Any suggestions of a tool/library that will help me accomplish this?
Edit to add some clarification
Python is definitely not necessary; I'll take whatever is that. I merely suggest it incase there are choices.
This is to be used in combination with IDE refactoring; sometimes it just doesn't do everything I want.
In instances where I'm using for code generation (as above), it's for augmenting the output of other code generators. e.g. a library we use outputs a tonne of interfaces, and we need to make standard implementations of each one to mesh it to our codebase.
First, I am not aware of any tool or libraries implemented in Python that specifically designed for refactoring Java code, and a Google search did not give me any leads.
Second, I would posit that writing such a decent tool or library for refactoring Java in Python would be a large task. You would have to implement a Java compiler front-end (lexer/parser, AST builder and type analyser) in Python, then figure out how to integrate this with a program editor. I'm not surprised that nobody has done this ... given that mature alternatives already exist.
Thirdly, doing refactoring without a full analysis of the source code (but uses pattern matching for example) will be incapable of doing complex refactoring, and will is likely to make mistakes in edge cases that the implementor did not think of. I expect that is the level at which the OP is currently operating ...
Given that bleak outlook, what are the alternatives:
One alternative is to use one of the existing Java IDEs (e.g. NetBeans, Eclipse, IDEA. etc) as a refactoring tool. The OP won't be able to extend the capabilities of such a tool in Python code, but the chances are that he won't really need to. I expect that at least one of these IDEs does 95% of what he needs, and (if he is realistic) that should be good enough. Especially when you consider that IDEs have lots of incidental features that help make refactoring easier; e.g. structured editing, undo/redo, incremental compilation, intelligent code completion, intelligent searching, type and call hierarchy views, and so on.
(Aside ... if existing IDEs are not good enough (#WizardOfOdds - only the OP can make that call!!), it would make more sense to try to extend the refactoring capability of an existing IDE than start again in a different implementation language.)
Depending on what he is actually doing, model-driven code generation may be another alternative. For instance, if the refactoring is happening because he is frequently creating and recreating his object model(s), then an alternative is to code the models in some modeling language and generate his code from those models. My tool of choice when doing this kind of thing is Eclipse EMF and related technologies. The EMF technologies include generation of editors, XML serialization, persistence, queries, model to model transformation and so on. I have used EMF to implement and roll out projects with object models consisting of 50 to 100 distinct classes with complex relationships and validation requirements. EMF's support for merging source code edits when you regenerate from an updated model is a key feature.
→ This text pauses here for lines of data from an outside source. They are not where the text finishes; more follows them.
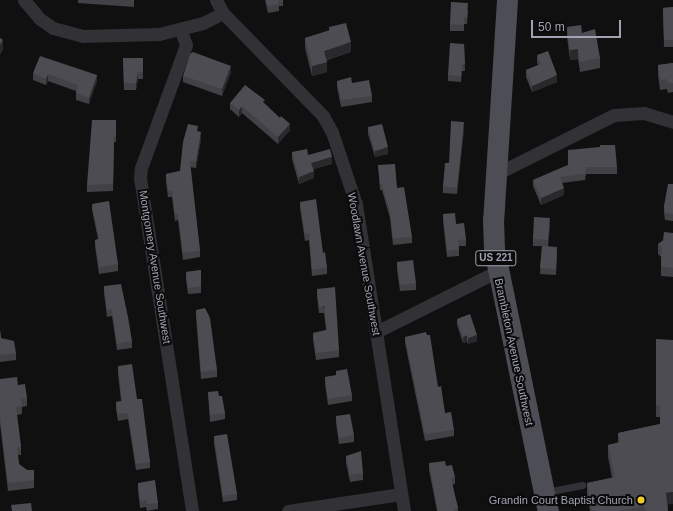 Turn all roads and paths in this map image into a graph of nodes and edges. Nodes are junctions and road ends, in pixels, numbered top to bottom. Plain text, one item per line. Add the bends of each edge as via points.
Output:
1 (24, 0) edge
2 (216, 0) edge
3 (507, 0) edge
4 (223, 13) junction
5 (181, 30) junction
6 (673, 122) edge
7 (496, 174) junction
8 (498, 271) junction
9 (376, 332) junction
10 (582, 485) dead end
11 (401, 494) junction
12 (546, 502) edge
13 (192, 511) edge
14 (288, 511) edge
15 (404, 511) edge

1 - 5 street via 40,19 68,34 121,37
2 - 4 street
3 - 7 main road, Brambleton Avenue Southwest / US 221
4 - 5 street
4 - 9 street, Woodlawn Avenue Southwest via 323,116 332,132 356,204
5 - 13 street, Montgomery Avenue Southwest via 186,44 141,168 140,178
6 - 7 street via 644,113 614,115
7 - 8 main road, Brambleton Avenue Southwest / US 221 via 493,220
8 - 9 street
8 - 12 main road, Brambleton Avenue Southwest / US 221
9 - 11 street, Woodlawn Avenue Southwest
10 - 12 lane
11 - 14 street
11 - 15 street, Woodlawn Avenue Southwest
If you are coding in Java, I strongly recommend that you use NetBeans IDE. It has this kind of refactoring support builtin. Eclipse also supports this kind of thing (although I prefer NetBeans). Both projects are open source, so if you want to see how they perform this refactoring, you can look at their source code.
Java has its fair share of criticism these days but in the area of tooling - it isn't justified.
We are spoiled for choice; Eclipse, Netbeans, Intellij are the big three IDEs. All of them offer excellent levels of searching and Refactoring. Eclipse has the edge on Netbeans I think and Intellij is often ahead of Eclipse
You can also use static analysis tools such as FindBugs, CheckTyle etc to find issues - i.e. excessively long methods and classes, overly complex code.
If you really want to leverage your Python skills - take a look at Jython. Its a Python interpreter written in Java.
HI All I am at the end of the release of my project.So in order to keep working our manager asked us to generate Class Diagrams for the code we had written.Its medium project with 3500 java files .So I think we need to generate class diagrams.First I need to know how reverse engineering works here. Also I looked for some tools in Google(Green, Violet) but not sure
whether they are of any help.Please suggest me how to proceed.Also a good beginning tutorial is appreciated.
I strongly recommend BOUML. Its Java reverse support is absolutely ROCK SOLID.
BOUML has many other advanteges:
it is extremely fast (fastest UML tool ever created, check out benchmarks),
has rock solid C++, Java, PHP and others import support,
it is multiplatform (Linux, Windows, other OSes),
has a great SVG export support, which is important, because viewing large graphs in vector format, which scales fast in e.g. Firefox, is very convenient (you can quickly switch between "birds eye" view and class detail view),
it is full featured, impressively intensively developed (look at development history, it's hard to believe that such fast progress is possible).
supports plugins, has modular architecture (this allows user contributions, looks like BOUML community is forming up)
The tool you want to use is Doxygen. It's similar to Javadoc, but works across multiple languages. If figures out the dependencies, and can call graphviz to render the class diagrams. Here's an example of a few Java classes run through Doxygen.
This is more a toolchain than a tool and I haven't tried it out myself. But it maybe a starting point. Using UMLGraph, ant and GraphViz. Explained step by step: in this article.
I ve used Visual Paradigm for UML for what you want to do and it was quite good.
See here for details.
Just go Tools -> Instant reverse and select your packages.
You may be able to reverse engineer class diagrams with the open source modelleing tool ArgoUML http://argouml.tigris.org/
ObjectAid is pretty nice. You can drag classes into a diagram and arrange them the way you want.
Visual Paradigm for UML Standard Edition (or Better) will reverse engineer Java files in to Class Diagrams.
I guess if your boss just wants to keep you busy until the next project starts then there's no harm in it, but you will find pretty quickly that creating a class diagram with 3500 classes will tell you exactly NOTHING about your system. In fact, you don't really want a diagram with more than about 10 classes on it. So once you have reversed all the code into your modelling tool, you will want to start organizing and arranging to find the meaning. Create a new diagram, drop a single important class onto it and bring in all the classes that are directly related to that class. Repeat for maybe the 300 most significant classes. Don't worry, it isn't as horrible as it sounds, maybe a week's work.
For the record, my modelling tool of choice is Enterprise Architect by Sparx Systems. It will reverse java sources or .jar files. There is a free 30 day trial edition.
There are some tools available that will help you generate these diagrams. These cost money.
Otherwise you could to try to parse your Java files. This could be as simple to create a simple parser that reads the Java files and writes the name of the class and all the import statements to a file and generates a class diagram from there, graphviz can help you there.
I've been using Enterprise Architect for a number of years. A JBoss developer suggested it to me. It works very well for all types of UML modeling including the reverse engineering of class models (Java, C# and others). The basic version is currently $120 per seat, but it has most of the capabilities of much more expensive tools and it is much easier to learn. I particularly like its ability to generate HTML and RTF documentation.
It is very easy to synchronize code between the tool and your source code. Even bi-directional if you want.
Your PM may also like the activity and sequence diagrams that it can create. I also frequently use the deployment diagrams. It's very helpful to have all of this in one tool.